§ What is being asked
Check each line below for the word "Bérard", and copy those that have it.
[Materials provided — start]
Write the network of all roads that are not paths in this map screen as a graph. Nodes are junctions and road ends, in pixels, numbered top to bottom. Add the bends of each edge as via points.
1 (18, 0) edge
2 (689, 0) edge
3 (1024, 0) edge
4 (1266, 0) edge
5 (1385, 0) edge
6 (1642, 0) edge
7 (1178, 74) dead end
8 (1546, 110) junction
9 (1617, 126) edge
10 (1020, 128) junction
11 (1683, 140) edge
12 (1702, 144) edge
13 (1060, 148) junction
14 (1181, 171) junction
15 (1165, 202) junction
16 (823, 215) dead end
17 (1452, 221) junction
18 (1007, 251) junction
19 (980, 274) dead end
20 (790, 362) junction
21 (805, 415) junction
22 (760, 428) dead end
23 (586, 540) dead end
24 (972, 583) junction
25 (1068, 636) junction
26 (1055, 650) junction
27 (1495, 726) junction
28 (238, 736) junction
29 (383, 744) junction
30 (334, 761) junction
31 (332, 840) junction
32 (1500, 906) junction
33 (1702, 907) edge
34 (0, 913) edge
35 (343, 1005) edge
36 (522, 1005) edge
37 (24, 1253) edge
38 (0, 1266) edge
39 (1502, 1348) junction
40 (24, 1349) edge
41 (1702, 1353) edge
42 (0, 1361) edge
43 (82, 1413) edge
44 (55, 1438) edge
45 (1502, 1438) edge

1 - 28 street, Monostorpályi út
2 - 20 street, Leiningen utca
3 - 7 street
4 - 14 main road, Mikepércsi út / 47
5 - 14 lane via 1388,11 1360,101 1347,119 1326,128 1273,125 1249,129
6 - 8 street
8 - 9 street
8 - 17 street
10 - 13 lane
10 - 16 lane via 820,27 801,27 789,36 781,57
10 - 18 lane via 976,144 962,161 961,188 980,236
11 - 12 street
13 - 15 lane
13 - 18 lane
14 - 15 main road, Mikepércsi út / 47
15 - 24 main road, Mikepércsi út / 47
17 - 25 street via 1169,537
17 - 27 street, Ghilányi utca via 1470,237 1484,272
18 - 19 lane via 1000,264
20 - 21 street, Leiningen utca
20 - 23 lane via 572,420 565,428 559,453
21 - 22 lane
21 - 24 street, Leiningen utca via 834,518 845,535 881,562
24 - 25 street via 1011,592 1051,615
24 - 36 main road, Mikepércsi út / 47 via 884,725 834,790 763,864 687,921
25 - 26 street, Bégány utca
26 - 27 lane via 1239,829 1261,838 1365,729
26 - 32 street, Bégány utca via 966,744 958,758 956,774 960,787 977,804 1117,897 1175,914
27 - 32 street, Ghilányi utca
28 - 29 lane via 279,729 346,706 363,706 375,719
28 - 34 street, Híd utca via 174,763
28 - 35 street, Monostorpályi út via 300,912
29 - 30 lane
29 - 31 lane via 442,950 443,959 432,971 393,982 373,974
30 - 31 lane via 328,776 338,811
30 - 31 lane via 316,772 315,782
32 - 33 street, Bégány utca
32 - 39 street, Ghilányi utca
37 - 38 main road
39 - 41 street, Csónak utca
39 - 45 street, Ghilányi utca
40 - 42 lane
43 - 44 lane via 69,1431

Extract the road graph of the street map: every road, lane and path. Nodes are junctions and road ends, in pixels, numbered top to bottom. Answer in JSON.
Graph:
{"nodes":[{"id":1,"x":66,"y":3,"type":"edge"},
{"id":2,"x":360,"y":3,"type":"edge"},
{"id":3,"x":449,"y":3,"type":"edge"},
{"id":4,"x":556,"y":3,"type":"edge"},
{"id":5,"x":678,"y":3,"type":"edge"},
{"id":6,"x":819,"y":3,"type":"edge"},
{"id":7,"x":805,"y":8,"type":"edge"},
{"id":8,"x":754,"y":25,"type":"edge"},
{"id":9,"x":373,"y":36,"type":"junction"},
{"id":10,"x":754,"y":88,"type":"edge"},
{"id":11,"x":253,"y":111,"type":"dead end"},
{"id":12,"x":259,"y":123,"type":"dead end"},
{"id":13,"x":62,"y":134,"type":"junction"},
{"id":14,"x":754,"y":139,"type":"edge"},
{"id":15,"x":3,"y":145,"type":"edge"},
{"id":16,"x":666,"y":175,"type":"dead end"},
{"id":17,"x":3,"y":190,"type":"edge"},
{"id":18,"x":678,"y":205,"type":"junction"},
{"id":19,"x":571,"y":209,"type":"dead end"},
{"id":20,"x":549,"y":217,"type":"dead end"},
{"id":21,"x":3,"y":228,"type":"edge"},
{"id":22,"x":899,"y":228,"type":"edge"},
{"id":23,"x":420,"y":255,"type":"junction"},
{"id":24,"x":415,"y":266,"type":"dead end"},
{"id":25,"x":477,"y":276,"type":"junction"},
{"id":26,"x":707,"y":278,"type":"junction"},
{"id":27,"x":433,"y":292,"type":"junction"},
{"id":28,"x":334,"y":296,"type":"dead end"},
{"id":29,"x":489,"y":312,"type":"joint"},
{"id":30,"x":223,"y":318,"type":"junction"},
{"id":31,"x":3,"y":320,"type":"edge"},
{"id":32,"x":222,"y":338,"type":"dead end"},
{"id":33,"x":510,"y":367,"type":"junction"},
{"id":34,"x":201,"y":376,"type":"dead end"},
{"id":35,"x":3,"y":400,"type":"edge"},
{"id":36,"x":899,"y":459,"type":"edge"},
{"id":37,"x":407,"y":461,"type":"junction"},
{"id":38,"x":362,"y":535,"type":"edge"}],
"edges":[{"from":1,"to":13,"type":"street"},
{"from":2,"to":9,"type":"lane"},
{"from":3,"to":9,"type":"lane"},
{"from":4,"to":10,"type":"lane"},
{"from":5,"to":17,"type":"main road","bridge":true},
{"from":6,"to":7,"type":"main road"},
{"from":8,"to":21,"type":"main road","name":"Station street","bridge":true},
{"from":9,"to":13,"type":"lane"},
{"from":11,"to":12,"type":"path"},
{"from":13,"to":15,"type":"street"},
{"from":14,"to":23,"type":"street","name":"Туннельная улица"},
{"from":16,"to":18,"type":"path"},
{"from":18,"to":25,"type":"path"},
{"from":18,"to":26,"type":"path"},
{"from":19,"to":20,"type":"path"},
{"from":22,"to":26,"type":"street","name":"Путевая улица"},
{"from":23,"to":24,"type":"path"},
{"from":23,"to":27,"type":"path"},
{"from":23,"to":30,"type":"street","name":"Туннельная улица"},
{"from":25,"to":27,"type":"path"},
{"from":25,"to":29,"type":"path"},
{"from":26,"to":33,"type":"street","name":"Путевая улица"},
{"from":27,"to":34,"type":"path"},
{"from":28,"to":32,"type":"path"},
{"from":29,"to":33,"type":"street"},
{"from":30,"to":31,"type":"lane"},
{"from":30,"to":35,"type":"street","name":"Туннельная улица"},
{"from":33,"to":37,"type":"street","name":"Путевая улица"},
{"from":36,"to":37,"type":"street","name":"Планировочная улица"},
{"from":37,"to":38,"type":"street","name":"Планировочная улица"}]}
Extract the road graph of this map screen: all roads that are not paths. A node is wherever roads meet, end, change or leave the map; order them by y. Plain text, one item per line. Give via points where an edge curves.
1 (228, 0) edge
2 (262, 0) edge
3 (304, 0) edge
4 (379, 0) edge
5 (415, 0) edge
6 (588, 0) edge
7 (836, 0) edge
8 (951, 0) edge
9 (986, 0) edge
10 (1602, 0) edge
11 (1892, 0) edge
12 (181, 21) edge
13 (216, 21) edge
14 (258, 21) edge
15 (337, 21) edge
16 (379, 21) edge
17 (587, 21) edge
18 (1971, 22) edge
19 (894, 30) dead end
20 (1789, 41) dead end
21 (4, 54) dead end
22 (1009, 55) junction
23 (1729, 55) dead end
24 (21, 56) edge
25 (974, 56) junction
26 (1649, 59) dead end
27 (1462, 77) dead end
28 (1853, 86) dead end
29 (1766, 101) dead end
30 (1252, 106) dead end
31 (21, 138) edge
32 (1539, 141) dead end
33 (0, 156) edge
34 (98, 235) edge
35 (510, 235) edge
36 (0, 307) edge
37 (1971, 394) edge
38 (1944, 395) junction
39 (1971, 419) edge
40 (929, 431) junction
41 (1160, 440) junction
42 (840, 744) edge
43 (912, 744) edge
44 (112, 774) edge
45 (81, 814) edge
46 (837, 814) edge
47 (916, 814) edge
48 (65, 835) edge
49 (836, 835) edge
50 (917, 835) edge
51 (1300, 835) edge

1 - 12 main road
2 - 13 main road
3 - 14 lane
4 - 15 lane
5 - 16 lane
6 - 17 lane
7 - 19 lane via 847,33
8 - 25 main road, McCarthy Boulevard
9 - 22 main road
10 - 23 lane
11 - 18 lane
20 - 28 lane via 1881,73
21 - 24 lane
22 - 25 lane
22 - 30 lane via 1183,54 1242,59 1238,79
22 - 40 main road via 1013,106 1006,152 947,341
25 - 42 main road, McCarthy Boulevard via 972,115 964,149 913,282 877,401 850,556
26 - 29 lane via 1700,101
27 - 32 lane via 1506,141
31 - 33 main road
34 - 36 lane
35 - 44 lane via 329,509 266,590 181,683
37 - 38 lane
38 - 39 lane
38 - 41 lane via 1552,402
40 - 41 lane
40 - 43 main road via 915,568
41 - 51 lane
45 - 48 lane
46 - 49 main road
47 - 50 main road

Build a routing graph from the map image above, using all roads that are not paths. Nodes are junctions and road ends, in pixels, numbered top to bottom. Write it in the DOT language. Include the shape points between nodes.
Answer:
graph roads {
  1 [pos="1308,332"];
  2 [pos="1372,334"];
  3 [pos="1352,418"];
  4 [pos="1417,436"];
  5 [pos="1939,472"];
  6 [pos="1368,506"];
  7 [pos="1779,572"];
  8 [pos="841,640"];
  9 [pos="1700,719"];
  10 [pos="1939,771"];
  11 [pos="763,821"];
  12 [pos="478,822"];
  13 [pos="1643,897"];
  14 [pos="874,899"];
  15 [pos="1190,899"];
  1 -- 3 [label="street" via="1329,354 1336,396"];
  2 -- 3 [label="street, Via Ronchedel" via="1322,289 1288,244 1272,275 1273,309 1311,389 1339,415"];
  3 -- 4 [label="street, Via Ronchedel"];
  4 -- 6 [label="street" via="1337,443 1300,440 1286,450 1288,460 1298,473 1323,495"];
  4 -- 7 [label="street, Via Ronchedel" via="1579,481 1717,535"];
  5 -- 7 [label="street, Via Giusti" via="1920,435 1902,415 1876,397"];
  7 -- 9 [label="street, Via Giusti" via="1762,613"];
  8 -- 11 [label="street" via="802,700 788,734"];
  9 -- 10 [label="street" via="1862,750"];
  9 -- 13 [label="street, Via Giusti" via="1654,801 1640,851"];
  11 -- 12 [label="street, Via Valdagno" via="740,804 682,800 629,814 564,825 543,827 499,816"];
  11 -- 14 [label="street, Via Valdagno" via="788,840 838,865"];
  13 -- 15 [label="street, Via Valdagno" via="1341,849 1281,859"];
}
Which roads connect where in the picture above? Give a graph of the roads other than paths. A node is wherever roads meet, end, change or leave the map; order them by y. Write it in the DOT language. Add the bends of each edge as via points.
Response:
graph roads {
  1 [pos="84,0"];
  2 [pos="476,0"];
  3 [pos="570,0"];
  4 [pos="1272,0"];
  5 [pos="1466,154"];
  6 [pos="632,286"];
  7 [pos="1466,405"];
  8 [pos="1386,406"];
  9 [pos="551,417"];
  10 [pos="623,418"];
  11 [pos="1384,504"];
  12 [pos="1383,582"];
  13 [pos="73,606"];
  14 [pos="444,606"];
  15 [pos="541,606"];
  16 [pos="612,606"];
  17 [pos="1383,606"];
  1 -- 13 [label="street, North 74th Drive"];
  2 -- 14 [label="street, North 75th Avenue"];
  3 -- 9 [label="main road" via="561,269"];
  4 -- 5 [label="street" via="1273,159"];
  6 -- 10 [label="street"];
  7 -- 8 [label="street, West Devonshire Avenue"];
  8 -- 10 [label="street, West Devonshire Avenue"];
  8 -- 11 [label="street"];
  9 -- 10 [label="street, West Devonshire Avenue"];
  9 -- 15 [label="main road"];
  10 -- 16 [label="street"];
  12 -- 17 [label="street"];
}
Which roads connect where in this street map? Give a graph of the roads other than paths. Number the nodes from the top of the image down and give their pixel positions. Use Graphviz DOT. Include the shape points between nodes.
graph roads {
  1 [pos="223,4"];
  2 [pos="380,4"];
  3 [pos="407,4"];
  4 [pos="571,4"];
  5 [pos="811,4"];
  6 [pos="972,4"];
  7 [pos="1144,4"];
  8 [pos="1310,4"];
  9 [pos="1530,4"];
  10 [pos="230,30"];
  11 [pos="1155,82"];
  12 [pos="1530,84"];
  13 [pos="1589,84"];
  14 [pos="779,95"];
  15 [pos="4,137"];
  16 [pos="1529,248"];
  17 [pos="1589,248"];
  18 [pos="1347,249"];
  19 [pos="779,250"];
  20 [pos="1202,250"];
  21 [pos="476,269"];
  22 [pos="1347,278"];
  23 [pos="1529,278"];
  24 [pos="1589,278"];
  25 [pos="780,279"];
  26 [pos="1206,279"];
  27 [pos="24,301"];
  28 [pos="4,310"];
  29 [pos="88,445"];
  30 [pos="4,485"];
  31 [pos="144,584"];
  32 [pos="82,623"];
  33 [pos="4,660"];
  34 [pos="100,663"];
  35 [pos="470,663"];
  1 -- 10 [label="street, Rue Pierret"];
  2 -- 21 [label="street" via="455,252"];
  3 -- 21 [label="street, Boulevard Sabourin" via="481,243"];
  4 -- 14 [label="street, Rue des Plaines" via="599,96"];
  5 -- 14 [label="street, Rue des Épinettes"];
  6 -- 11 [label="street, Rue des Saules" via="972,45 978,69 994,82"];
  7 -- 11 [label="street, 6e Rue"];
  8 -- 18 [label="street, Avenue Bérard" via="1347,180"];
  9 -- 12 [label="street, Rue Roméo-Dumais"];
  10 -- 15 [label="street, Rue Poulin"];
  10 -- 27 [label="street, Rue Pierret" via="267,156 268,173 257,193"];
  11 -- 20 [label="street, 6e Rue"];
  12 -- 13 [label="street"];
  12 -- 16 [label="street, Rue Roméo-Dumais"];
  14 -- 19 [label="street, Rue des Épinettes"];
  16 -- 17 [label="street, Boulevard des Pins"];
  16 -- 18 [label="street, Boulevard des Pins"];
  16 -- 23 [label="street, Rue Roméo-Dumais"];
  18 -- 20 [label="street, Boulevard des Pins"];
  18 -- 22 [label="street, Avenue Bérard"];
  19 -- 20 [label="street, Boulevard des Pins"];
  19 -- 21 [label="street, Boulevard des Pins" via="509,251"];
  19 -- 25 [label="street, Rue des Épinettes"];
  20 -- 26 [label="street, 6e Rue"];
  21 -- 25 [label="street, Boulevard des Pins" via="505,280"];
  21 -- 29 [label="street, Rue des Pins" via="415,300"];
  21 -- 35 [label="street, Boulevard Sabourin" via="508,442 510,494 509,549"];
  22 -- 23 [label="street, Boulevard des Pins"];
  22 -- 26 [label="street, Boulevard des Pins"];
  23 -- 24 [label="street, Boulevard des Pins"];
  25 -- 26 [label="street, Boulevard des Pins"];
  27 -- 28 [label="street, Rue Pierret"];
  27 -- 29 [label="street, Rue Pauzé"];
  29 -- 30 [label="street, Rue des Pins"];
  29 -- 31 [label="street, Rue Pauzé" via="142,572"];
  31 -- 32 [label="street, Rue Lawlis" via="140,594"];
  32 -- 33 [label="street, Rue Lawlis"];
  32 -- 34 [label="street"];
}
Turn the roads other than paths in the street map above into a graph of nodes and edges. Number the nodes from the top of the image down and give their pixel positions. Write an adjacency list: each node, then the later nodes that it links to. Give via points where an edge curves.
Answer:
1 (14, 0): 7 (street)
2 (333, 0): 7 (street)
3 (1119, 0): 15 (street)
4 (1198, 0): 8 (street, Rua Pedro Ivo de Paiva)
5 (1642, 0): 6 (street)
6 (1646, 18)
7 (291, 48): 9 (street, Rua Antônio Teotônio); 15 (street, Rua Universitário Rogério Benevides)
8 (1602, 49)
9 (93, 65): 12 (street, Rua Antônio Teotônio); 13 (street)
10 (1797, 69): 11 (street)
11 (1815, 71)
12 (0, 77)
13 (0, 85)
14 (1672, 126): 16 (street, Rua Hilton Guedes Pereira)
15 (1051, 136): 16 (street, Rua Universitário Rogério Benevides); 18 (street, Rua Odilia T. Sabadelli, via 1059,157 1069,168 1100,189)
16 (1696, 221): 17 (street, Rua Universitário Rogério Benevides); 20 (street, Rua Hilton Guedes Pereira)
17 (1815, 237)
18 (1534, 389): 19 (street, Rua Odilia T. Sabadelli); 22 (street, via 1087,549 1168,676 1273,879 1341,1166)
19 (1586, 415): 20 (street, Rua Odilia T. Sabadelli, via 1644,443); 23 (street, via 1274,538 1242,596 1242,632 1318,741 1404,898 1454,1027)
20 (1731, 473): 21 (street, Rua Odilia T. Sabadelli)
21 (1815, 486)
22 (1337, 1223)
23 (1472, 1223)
[Materials provided — finish]
§ Task output
  8 -- 18 [label="street, Avenue Bérard" via="1347,180"];
  18 -- 22 [label="street, Avenue Bérard"];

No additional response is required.